Friday Recap 07/25/2008
Susan’s been out of the office since Wednesday as she gets her geek on at nerd prom. Let’s all take a moment to mock her.
No, a longer moment.
Speaking of Susan, this week Copyblogger wrote a post about how to be interesting. I’ve already printed it out for her and taped it to her computer. I just know she’s going to thank me.
David Snyder is trying to buy me a Boxer puppy. You should help him.
Andrew Goodman won my heart with his post about why he’d hire the candy ass social media goody 2 shoes over the social media spammer. It’s an awesome post and worth your time to read.
Tired of training your husband? Husbandhero.com is here to teach men how to be romantic by making it “convenient” with monthly reminders for the romance-challenged. The service will send your guy tips for not sucking, as well as milestone reminders to let them know you have a birthday coming up. I don’t know. Is masking failure really improving it? Maybe I’m just relationship bitter.
Language Trainers has a great viral video guessing where people’s accents are from. Virginia did pretty well… I not so much. She’s so much smarter than me. [Silly rabbit. Maybe my headphones were just clearer than yours? -Virginia]
Chris Hooley hit his blog to talk about his experiences with identity theft. Some scary stuff, and I’m not just talking about the mug shot of the jerk who pretended to be the awesome Chris Hooley. We love you, Chris.
Valleywag says that half of the hottest girls on Digg are fake. Score one for the cult of Marty Weintraub!
Here are 14 podcasts to help you through your commute, assuming you have a commute and didn’t move into an apartment complex down the street from your job. Like I did. Nothing’s sweeter than filling up your gas tank once a month. [Rubbing it in our faces twice in one week? Last time I didn’t comment, being too enamored with my shiny new T-Mobile card. But this time you’ve gone too far! -Virginia]

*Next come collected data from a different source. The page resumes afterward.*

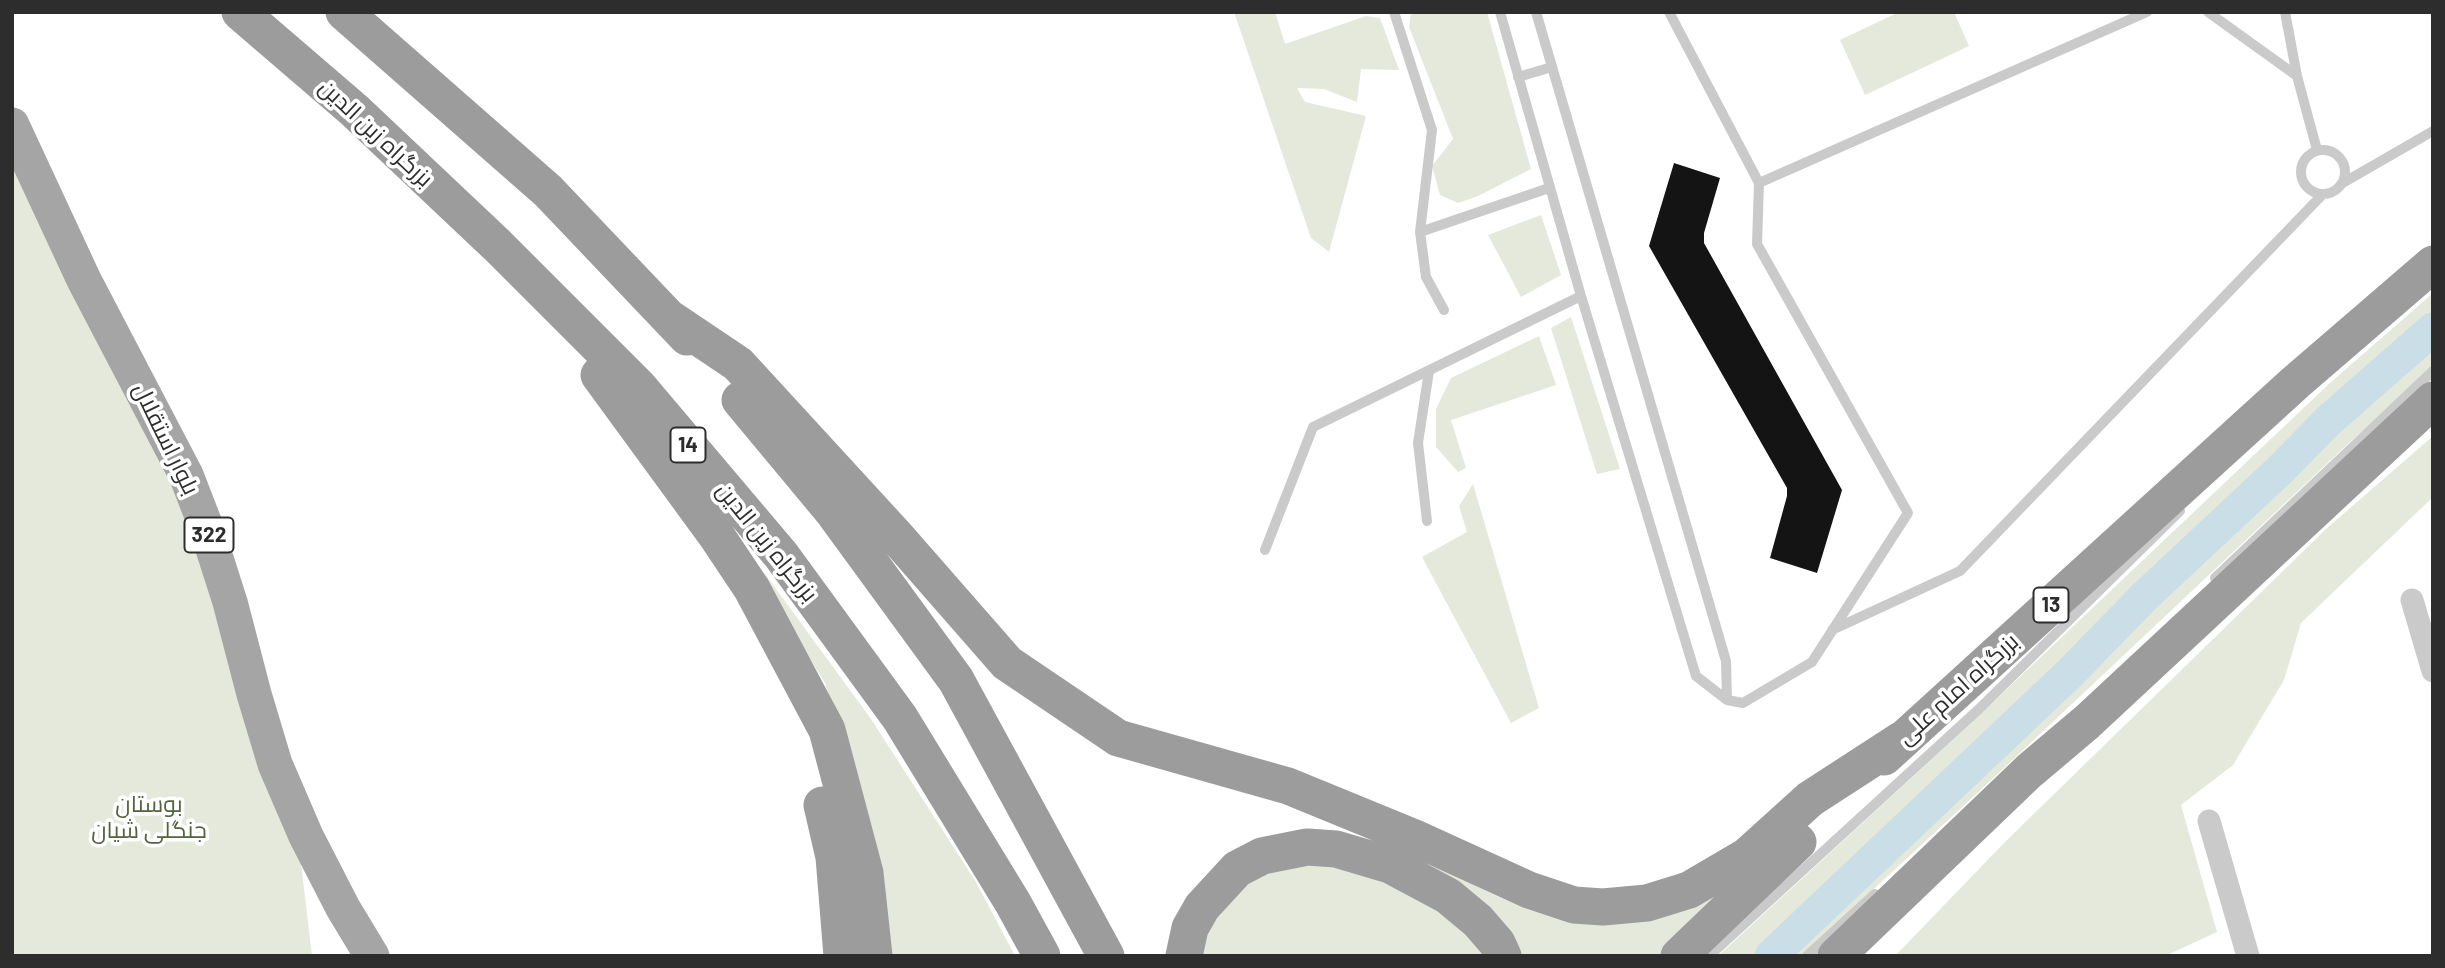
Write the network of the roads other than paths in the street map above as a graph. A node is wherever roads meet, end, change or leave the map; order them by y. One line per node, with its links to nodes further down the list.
1 (240, 12): 23 (highway, بزرگراه زین الدین / 14)
2 (344, 12): 26 (highway)
3 (1394, 12): 21 (lane)
4 (1500, 12): 12 (lane)
5 (1536, 12): 10 (lane)
6 (1669, 12): 17 (lane)
7 (2147, 12): 17 (lane)
8 (2208, 12): 11 (lane)
9 (2285, 12): 11 (lane)
10 (1552, 67): 12 (lane); 38 (lane)
11 (2297, 76): 15 (lane)
12 (1518, 77): 19 (lane)
13 (12, 125): 44 (main road, بلوار استقلال / 322)
14 (2433, 131): 18 (lane)
15 (2317, 150): 18 (lane); 20 (lane)
16 (12, 180): 43 (main road, بلوار استقلال / 322)
17 (1759, 183): 35 (lane)
18 (2341, 184): 20 (lane)
19 (1549, 188): 21 (lane); 24 (lane)
20 (2323, 194): 35 (lane)
21 (1420, 232): 25 (lane)
22 (2433, 264): 39 (highway, بزرگراه امام علی / 13)
23 (520, 270): 36 (highway); 47 (highway, بزرگراه زین الدین / 14)
24 (1581, 296): 27 (lane); 38 (lane)
25 (1444, 310)
26 (671, 319): 39 (highway); 48 (highway)
27 (1429, 371): 31 (lane); 32 (lane)
28 (2433, 371): 33 (lane)
29 (2433, 400): 40 (highway)
30 (2188, 504): 52 (lane)
31 (1427, 522)
32 (1265, 550)
33 (2204, 589)
34 (2412, 600): 37 (street)
35 (1832, 630): 38 (lane)
36 (789, 657): 45 (highway); 46 (highway)
37 (2433, 671)
38 (1727, 700)
39 (1901, 740): 51 (highway, بزرگراه امام علی / 13)
40 (2029, 771): 54 (highway); 55 (highway)
41 (2209, 821): 56 (street)
42 (1880, 889): 53 (lane)
43 (351, 956)
44 (372, 956)
45 (842, 956)
46 (874, 956)
47 (1042, 956)
48 (1106, 956)
49 (1184, 956): 50 (highway)
50 (1503, 956)
51 (1679, 956)
52 (1709, 956)
53 (1807, 956)
54 (1836, 956)
55 (1869, 956)
56 (2248, 956)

I’d like to thank Jane “Catland” Copland for ruining my morning by twittering a link to a piglet with a monkey face. Don’t click the link. It’s the most horrifying thing I’ve ever seen. I’m now afraid to have children. What if they’re born with a monkey face? It could be like, an epidemic or something!
Marshall Sponder turned me on to iRing, which is almost as horrifying as the monkey-faced pig, but in a far more geeky way.
The Aussie Bloggers have come up with the lazy bloggers post generator. Hmm, I wonder if I could just post like that from now on? I bet people wouldn’t even notice. I never make sense anyway.
Sante J. Achille says Italians dislike online publicity. Which makes sense, otherwise all those mob people would be dead or arrested. Right?
Andy Beal teaches us an important lesson – if you’re going to pretend to be remorseful in court to avoid jail time for that DUI, don’t show up to a Halloween party dressed as an inmate. And if you do get dressed up as an inmate, make sure no one takes photos and uploads them to Facebook. Have fun in jail!
TV Week let us know that the CW will once again be streaming Gossip Girl, aka the most awesome show on television, online. I consider this a tiny victory for 14-year-old girls (and me and Susan) everywhere.
Apartment Therapy invaded the house of Maggie Mason, one of my favorite bloggers, and gave us a sweet tour. I love the American Gothic-style wedding portrait, all the word art, and basically the whole darn apartment. I wonder if she’d let me live there? I can babysit.
Oh, and next time the water bill is really high, investigate the cat. Hilariously expensive.
Things I Learned On Boing Boing This Week:
- The Swiss use goo to clean their keyboards. Is that really less gross?
- Science T-shirts are fun.
- Is there anything funnier than looking at photos of people who think they’re about to be hit in the face with a large object? If my giggling means anything, no, there isn’t.
- Note to self: Don’t surf in Florida. There are sharks. Kthx.
- Don’t put a chimp head on your Roomba. That’s just wrong. [Disagree! A brilliant idea! -Virginia]
- There’s a name for my condition. It’s called Truman Show Disorder. [If the world really does revolve around you, is it still a disorder? ‘Cause everybody hearts the Lisa! -Virginia] We’re waiting for Virginia’s disillusionment to kick in any day now. We’ll keep you posted.
Also, Virginia’s birthday was yesterday. If you didn’t get a chance to wish her a Happy Birthday and lots of yummy thoughts, feel free to use the comments.